[[ Extracted entries open ]]
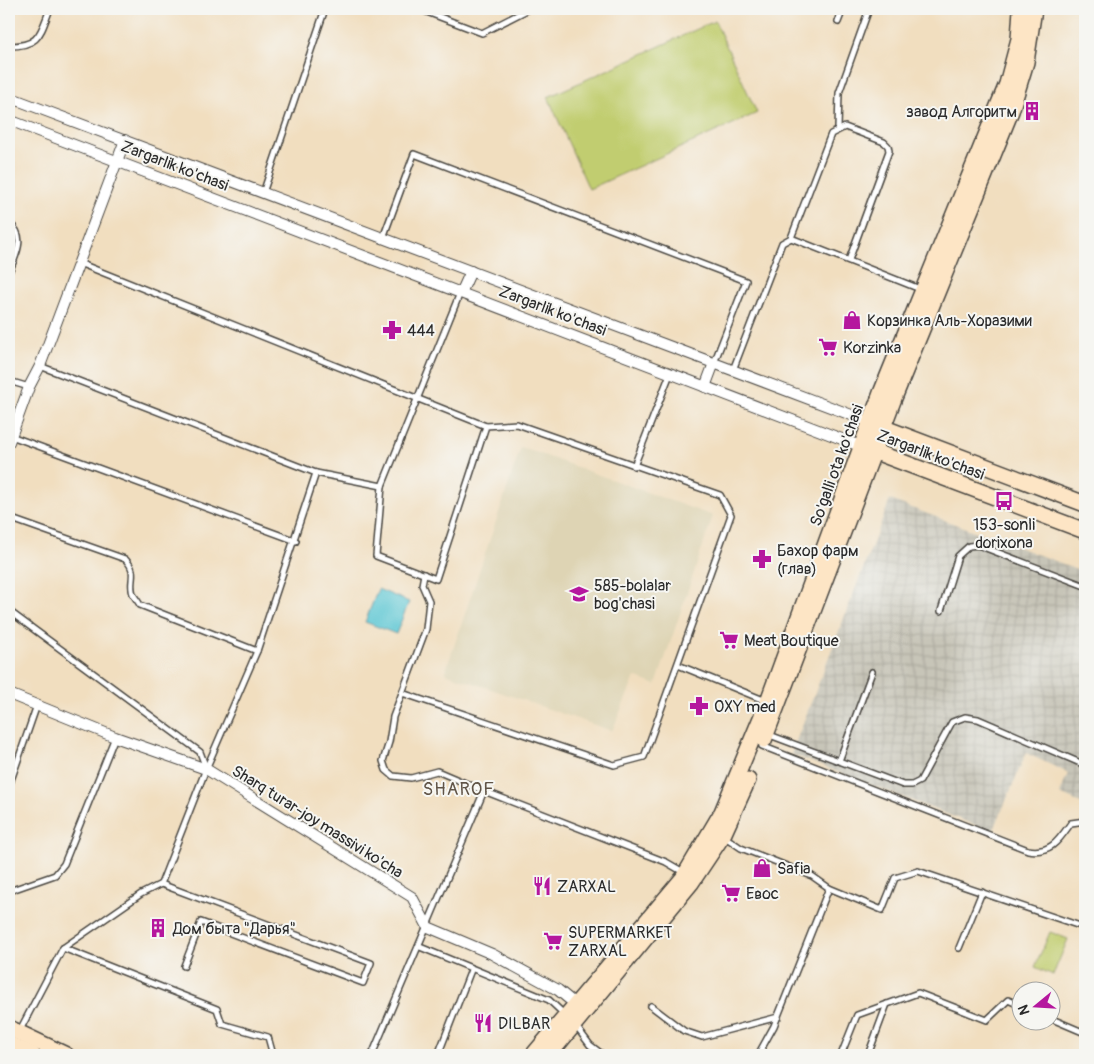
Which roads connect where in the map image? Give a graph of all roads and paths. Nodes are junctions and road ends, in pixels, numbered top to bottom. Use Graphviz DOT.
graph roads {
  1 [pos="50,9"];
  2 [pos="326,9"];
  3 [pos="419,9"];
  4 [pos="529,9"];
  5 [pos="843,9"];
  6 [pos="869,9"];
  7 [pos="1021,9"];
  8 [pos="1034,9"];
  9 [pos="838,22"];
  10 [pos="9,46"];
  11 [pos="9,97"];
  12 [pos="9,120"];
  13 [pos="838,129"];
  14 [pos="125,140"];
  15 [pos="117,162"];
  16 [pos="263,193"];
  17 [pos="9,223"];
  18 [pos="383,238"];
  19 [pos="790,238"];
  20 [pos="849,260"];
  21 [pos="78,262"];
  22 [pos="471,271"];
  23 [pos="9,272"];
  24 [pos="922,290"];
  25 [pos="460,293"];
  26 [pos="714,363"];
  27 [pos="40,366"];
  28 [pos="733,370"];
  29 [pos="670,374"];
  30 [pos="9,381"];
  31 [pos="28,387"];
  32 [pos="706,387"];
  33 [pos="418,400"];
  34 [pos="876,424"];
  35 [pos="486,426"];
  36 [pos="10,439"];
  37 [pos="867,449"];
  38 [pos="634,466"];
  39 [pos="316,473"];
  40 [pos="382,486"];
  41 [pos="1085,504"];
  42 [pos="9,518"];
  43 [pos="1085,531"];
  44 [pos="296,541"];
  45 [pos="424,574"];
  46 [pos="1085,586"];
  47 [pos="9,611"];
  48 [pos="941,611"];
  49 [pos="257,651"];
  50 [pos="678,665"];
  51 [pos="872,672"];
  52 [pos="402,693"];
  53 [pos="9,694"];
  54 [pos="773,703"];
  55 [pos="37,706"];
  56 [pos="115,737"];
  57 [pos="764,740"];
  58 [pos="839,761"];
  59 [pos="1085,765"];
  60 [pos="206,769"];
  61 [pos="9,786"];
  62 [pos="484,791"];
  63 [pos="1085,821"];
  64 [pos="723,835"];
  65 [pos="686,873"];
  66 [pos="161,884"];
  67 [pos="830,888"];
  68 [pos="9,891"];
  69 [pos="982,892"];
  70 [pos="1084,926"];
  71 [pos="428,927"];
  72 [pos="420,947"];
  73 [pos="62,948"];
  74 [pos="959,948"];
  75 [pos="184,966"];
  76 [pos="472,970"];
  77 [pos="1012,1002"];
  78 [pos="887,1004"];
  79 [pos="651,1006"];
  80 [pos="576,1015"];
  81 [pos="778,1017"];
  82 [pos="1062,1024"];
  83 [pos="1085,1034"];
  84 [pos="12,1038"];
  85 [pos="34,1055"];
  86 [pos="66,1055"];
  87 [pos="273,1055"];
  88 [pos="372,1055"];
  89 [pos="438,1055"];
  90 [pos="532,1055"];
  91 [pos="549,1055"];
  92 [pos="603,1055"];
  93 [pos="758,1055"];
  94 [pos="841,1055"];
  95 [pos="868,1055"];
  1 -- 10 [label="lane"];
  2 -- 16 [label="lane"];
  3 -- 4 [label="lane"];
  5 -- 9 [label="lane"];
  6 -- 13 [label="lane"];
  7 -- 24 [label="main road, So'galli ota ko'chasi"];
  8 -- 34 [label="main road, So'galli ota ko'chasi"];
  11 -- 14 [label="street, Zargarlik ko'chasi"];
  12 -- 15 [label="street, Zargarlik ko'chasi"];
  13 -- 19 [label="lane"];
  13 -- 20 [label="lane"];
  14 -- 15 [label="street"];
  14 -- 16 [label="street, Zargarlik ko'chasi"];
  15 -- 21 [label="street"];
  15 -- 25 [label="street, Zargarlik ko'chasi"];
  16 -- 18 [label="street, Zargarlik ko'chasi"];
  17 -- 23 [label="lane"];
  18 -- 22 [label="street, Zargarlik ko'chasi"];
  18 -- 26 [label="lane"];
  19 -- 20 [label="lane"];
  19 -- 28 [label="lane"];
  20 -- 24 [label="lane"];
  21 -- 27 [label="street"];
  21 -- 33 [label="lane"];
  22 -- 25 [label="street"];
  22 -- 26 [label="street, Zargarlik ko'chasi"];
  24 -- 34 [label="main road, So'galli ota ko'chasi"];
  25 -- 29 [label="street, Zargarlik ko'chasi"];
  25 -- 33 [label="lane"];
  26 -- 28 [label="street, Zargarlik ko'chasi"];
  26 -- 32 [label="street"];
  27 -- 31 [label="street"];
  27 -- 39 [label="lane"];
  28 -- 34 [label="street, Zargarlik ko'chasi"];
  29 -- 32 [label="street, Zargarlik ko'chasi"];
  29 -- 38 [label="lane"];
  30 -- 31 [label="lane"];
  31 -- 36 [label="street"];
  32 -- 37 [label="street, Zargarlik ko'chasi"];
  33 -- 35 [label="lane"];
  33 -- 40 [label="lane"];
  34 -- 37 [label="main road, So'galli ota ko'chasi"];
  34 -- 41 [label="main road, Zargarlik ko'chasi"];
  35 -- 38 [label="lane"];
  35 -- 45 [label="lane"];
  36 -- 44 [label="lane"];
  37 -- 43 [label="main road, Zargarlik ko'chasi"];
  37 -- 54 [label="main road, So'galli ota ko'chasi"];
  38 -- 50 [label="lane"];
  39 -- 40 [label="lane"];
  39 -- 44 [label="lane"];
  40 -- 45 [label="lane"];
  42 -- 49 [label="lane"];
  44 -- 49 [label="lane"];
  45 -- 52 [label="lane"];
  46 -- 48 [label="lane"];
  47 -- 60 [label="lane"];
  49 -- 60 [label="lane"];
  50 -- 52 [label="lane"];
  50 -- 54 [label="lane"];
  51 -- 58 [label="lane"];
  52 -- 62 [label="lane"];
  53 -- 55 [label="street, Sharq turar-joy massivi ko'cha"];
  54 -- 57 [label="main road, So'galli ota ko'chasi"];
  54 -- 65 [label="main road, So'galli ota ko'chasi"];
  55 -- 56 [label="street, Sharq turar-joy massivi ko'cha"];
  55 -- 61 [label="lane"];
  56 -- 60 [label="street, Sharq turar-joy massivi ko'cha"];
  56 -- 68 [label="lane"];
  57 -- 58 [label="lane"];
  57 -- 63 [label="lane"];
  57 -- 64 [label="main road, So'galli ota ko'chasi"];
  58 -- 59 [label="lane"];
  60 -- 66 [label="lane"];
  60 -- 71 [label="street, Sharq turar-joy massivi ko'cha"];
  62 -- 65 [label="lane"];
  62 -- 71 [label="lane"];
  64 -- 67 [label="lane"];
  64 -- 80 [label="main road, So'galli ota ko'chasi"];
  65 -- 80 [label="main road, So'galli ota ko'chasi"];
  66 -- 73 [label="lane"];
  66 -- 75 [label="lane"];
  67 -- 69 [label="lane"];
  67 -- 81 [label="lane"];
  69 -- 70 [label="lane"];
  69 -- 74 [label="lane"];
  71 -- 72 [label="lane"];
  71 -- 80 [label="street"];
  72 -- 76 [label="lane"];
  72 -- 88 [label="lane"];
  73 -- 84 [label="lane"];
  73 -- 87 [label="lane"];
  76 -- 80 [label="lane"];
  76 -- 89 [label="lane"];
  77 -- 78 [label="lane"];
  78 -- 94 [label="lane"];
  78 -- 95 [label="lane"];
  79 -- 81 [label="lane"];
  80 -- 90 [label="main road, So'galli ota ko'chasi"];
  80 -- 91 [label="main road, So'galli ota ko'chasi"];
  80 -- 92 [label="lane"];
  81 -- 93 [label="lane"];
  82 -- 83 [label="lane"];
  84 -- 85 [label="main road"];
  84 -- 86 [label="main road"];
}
[[ Extracted entries closed ]]
[[ Extracted entries open ]]
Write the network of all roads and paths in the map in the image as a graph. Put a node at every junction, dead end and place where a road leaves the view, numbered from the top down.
[[ Extracted entries closed ]]
[[ Extracted entries open ]]
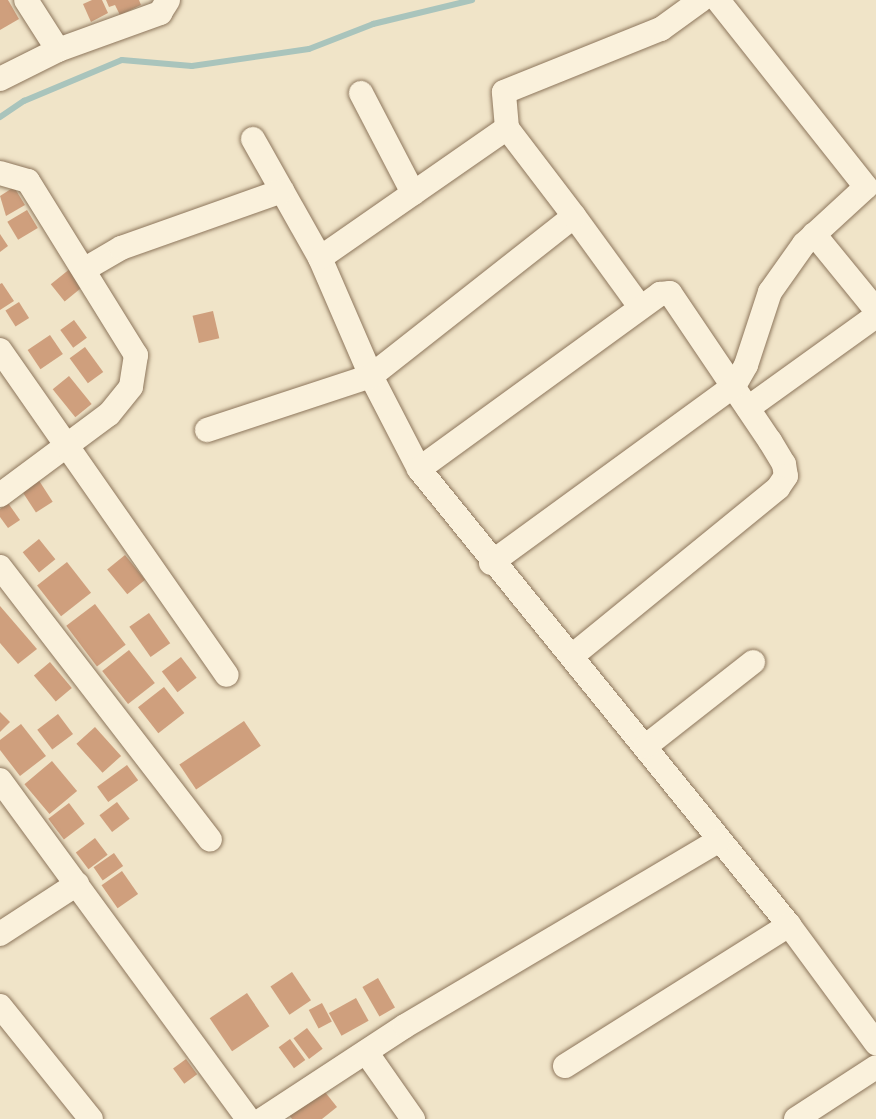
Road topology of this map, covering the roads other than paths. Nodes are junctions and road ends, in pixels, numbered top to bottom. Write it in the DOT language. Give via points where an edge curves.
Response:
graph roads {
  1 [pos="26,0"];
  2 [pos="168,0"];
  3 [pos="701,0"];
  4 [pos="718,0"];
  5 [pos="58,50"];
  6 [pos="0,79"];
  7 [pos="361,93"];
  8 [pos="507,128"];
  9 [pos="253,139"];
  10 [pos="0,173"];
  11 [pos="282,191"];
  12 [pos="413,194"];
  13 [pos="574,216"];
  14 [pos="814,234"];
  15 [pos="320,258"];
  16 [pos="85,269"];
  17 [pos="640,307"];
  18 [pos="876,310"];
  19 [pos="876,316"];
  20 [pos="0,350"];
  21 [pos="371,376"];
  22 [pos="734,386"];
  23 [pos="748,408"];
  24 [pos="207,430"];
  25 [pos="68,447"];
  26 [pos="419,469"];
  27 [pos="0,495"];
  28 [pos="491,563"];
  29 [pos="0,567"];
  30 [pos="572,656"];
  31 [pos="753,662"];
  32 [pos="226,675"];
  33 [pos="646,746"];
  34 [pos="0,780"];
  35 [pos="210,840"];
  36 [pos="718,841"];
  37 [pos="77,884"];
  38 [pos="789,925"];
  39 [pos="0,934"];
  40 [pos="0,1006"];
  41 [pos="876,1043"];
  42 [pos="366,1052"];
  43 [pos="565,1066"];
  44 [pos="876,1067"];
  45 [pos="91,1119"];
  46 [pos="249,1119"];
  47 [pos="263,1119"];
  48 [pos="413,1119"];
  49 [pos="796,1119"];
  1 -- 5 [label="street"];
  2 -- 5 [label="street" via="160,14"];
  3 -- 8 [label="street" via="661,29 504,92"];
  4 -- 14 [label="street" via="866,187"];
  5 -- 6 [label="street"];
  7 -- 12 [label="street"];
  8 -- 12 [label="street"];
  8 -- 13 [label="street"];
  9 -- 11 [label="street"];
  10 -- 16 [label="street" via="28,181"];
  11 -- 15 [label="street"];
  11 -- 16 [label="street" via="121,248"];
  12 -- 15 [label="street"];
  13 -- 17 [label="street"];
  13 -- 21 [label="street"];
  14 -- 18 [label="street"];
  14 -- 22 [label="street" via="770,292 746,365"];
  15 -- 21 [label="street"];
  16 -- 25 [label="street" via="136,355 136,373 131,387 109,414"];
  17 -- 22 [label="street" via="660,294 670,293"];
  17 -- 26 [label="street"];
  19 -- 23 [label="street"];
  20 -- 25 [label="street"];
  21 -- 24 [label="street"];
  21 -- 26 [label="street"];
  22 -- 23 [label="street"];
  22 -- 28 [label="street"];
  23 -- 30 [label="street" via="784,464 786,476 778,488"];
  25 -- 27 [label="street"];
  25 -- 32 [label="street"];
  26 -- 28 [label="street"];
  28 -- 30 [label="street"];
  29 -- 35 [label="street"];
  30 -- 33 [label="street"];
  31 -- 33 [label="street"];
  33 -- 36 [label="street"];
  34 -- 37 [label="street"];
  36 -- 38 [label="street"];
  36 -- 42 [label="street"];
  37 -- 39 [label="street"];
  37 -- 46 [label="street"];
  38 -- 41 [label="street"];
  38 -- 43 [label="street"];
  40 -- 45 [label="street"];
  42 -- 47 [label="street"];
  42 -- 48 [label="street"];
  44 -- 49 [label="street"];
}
[[ Extracted entries closed ]]
> _Exercise details_: Count every line of the data above where "Write" appears, and give the total only.

> _Your solution_: 2